● EXERCISE DATA:

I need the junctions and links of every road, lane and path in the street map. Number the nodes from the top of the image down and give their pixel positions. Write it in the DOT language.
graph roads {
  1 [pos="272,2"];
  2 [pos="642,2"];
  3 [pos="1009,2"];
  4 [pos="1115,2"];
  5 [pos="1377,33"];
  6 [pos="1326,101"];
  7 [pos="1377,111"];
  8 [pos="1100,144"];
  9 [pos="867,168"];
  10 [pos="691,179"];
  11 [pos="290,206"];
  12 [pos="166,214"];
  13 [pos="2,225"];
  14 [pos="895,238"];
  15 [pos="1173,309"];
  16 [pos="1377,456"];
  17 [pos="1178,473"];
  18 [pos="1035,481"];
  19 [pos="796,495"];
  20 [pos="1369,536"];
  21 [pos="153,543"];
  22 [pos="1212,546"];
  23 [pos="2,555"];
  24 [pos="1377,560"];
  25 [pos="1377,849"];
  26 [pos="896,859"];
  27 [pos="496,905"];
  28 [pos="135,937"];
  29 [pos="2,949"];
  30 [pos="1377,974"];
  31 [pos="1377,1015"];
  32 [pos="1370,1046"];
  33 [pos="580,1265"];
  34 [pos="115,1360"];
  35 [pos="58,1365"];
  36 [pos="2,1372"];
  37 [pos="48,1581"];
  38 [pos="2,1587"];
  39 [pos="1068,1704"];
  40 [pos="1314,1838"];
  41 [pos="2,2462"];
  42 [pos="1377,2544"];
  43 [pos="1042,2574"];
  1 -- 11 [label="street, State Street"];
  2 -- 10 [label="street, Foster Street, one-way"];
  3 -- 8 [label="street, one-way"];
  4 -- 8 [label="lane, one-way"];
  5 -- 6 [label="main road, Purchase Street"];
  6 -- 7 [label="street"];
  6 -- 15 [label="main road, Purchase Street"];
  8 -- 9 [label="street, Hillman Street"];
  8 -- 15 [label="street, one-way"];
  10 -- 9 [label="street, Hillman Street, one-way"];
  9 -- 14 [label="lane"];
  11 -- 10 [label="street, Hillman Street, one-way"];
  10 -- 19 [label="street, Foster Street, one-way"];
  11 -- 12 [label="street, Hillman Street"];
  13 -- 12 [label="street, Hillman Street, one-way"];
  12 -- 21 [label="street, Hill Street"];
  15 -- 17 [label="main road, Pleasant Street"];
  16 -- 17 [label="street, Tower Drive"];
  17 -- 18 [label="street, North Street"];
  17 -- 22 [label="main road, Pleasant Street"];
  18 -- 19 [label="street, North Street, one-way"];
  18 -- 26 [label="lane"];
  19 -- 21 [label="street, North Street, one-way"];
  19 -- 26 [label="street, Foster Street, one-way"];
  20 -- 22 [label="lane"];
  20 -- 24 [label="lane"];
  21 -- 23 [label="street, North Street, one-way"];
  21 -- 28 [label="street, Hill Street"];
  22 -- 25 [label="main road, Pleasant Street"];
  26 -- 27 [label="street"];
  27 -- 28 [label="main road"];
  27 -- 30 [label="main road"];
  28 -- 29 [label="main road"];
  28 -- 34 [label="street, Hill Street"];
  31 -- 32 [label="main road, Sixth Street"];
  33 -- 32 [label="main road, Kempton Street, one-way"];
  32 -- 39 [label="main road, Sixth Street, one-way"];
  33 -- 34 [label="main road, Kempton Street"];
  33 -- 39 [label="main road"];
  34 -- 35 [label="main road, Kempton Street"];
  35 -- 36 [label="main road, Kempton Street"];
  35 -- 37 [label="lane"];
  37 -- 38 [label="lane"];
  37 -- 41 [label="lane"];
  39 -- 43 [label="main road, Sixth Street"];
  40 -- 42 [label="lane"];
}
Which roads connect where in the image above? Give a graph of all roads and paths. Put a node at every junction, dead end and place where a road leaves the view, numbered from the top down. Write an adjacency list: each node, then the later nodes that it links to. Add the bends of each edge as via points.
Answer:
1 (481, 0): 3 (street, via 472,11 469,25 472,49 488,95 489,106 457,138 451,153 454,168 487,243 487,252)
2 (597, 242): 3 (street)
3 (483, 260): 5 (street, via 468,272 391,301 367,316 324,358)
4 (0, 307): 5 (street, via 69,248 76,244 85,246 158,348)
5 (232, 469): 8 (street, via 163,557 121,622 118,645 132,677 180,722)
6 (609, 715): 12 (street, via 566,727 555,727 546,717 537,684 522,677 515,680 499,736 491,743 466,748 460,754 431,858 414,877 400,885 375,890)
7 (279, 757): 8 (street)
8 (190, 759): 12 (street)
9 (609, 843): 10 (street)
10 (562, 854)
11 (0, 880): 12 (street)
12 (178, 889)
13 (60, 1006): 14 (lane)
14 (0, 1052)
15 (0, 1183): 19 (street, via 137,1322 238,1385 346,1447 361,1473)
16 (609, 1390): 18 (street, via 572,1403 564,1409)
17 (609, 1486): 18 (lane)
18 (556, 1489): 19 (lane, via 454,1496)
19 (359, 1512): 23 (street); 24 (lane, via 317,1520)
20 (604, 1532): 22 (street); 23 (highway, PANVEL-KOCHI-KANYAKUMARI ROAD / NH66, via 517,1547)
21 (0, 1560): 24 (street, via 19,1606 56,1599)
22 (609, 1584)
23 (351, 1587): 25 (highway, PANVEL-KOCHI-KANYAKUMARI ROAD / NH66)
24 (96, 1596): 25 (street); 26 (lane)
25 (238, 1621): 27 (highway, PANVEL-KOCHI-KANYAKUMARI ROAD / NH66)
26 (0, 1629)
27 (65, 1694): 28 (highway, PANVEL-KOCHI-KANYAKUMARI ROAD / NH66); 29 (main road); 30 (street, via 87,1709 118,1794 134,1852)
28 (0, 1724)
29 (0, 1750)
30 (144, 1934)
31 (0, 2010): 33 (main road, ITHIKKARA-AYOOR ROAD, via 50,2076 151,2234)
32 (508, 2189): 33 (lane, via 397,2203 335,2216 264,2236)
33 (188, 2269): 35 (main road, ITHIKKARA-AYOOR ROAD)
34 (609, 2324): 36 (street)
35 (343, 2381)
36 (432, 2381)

● ACTIVITY: Repeat the entire listing above without changing a word.

● RESULT OF THIS TASK:
I need the junctions and links of every road, lane and path in the street map. Number the nodes from the top of the image down and give their pixel positions. Write it in the DOT language.
graph roads {
  1 [pos="272,2"];
  2 [pos="642,2"];
  3 [pos="1009,2"];
  4 [pos="1115,2"];
  5 [pos="1377,33"];
  6 [pos="1326,101"];
  7 [pos="1377,111"];
  8 [pos="1100,144"];
  9 [pos="867,168"];
  10 [pos="691,179"];
  11 [pos="290,206"];
  12 [pos="166,214"];
  13 [pos="2,225"];
  14 [pos="895,238"];
  15 [pos="1173,309"];
  16 [pos="1377,456"];
  17 [pos="1178,473"];
  18 [pos="1035,481"];
  19 [pos="796,495"];
  20 [pos="1369,536"];
  21 [pos="153,543"];
  22 [pos="1212,546"];
  23 [pos="2,555"];
  24 [pos="1377,560"];
  25 [pos="1377,849"];
  26 [pos="896,859"];
  27 [pos="496,905"];
  28 [pos="135,937"];
  29 [pos="2,949"];
  30 [pos="1377,974"];
  31 [pos="1377,1015"];
  32 [pos="1370,1046"];
  33 [pos="580,1265"];
  34 [pos="115,1360"];
  35 [pos="58,1365"];
  36 [pos="2,1372"];
  37 [pos="48,1581"];
  38 [pos="2,1587"];
  39 [pos="1068,1704"];
  40 [pos="1314,1838"];
  41 [pos="2,2462"];
  42 [pos="1377,2544"];
  43 [pos="1042,2574"];
  1 -- 11 [label="street, State Street"];
  2 -- 10 [label="street, Foster Street, one-way"];
  3 -- 8 [label="street, one-way"];
  4 -- 8 [label="lane, one-way"];
  5 -- 6 [label="main road, Purchase Street"];
  6 -- 7 [label="street"];
  6 -- 15 [label="main road, Purchase Street"];
  8 -- 9 [label="street, Hillman Street"];
  8 -- 15 [label="street, one-way"];
  10 -- 9 [label="street, Hillman Street, one-way"];
  9 -- 14 [label="lane"];
  11 -- 10 [label="street, Hillman Street, one-way"];
  10 -- 19 [label="street, Foster Street, one-way"];
  11 -- 12 [label="street, Hillman Street"];
  13 -- 12 [label="street, Hillman Street, one-way"];
  12 -- 21 [label="street, Hill Street"];
  15 -- 17 [label="main road, Pleasant Street"];
  16 -- 17 [label="street, Tower Drive"];
  17 -- 18 [label="street, North Street"];
  17 -- 22 [label="main road, Pleasant Street"];
  18 -- 19 [label="street, North Street, one-way"];
  18 -- 26 [label="lane"];
  19 -- 21 [label="street, North Street, one-way"];
  19 -- 26 [label="street, Foster Street, one-way"];
  20 -- 22 [label="lane"];
  20 -- 24 [label="lane"];
  21 -- 23 [label="street, North Street, one-way"];
  21 -- 28 [label="street, Hill Street"];
  22 -- 25 [label="main road, Pleasant Street"];
  26 -- 27 [label="street"];
  27 -- 28 [label="main road"];
  27 -- 30 [label="main road"];
  28 -- 29 [label="main road"];
  28 -- 34 [label="street, Hill Street"];
  31 -- 32 [label="main road, Sixth Street"];
  33 -- 32 [label="main road, Kempton Street, one-way"];
  32 -- 39 [label="main road, Sixth Street, one-way"];
  33 -- 34 [label="main road, Kempton Street"];
  33 -- 39 [label="main road"];
  34 -- 35 [label="main road, Kempton Street"];
  35 -- 36 [label="main road, Kempton Street"];
  35 -- 37 [label="lane"];
  37 -- 38 [label="lane"];
  37 -- 41 [label="lane"];
  39 -- 43 [label="main road, Sixth Street"];
  40 -- 42 [label="lane"];
}
Which roads connect where in the image above? Give a graph of all roads and paths. Put a node at every junction, dead end and place where a road leaves the view, numbered from the top down. Write an adjacency list: each node, then the later nodes that it links to. Add the bends of each edge as via points.
Answer:
1 (481, 0): 3 (street, via 472,11 469,25 472,49 488,95 489,106 457,138 451,153 454,168 487,243 487,252)
2 (597, 242): 3 (street)
3 (483, 260): 5 (street, via 468,272 391,301 367,316 324,358)
4 (0, 307): 5 (street, via 69,248 76,244 85,246 158,348)
5 (232, 469): 8 (street, via 163,557 121,622 118,645 132,677 180,722)
6 (609, 715): 12 (street, via 566,727 555,727 546,717 537,684 522,677 515,680 499,736 491,743 466,748 460,754 431,858 414,877 400,885 375,890)
7 (279, 757): 8 (street)
8 (190, 759): 12 (street)
9 (609, 843): 10 (street)
10 (562, 854)
11 (0, 880): 12 (street)
12 (178, 889)
13 (60, 1006): 14 (lane)
14 (0, 1052)
15 (0, 1183): 19 (street, via 137,1322 238,1385 346,1447 361,1473)
16 (609, 1390): 18 (street, via 572,1403 564,1409)
17 (609, 1486): 18 (lane)
18 (556, 1489): 19 (lane, via 454,1496)
19 (359, 1512): 23 (street); 24 (lane, via 317,1520)
20 (604, 1532): 22 (street); 23 (highway, PANVEL-KOCHI-KANYAKUMARI ROAD / NH66, via 517,1547)
21 (0, 1560): 24 (street, via 19,1606 56,1599)
22 (609, 1584)
23 (351, 1587): 25 (highway, PANVEL-KOCHI-KANYAKUMARI ROAD / NH66)
24 (96, 1596): 25 (street); 26 (lane)
25 (238, 1621): 27 (highway, PANVEL-KOCHI-KANYAKUMARI ROAD / NH66)
26 (0, 1629)
27 (65, 1694): 28 (highway, PANVEL-KOCHI-KANYAKUMARI ROAD / NH66); 29 (main road); 30 (street, via 87,1709 118,1794 134,1852)
28 (0, 1724)
29 (0, 1750)
30 (144, 1934)
31 (0, 2010): 33 (main road, ITHIKKARA-AYOOR ROAD, via 50,2076 151,2234)
32 (508, 2189): 33 (lane, via 397,2203 335,2216 264,2236)
33 (188, 2269): 35 (main road, ITHIKKARA-AYOOR ROAD)
34 (609, 2324): 36 (street)
35 (343, 2381)
36 (432, 2381)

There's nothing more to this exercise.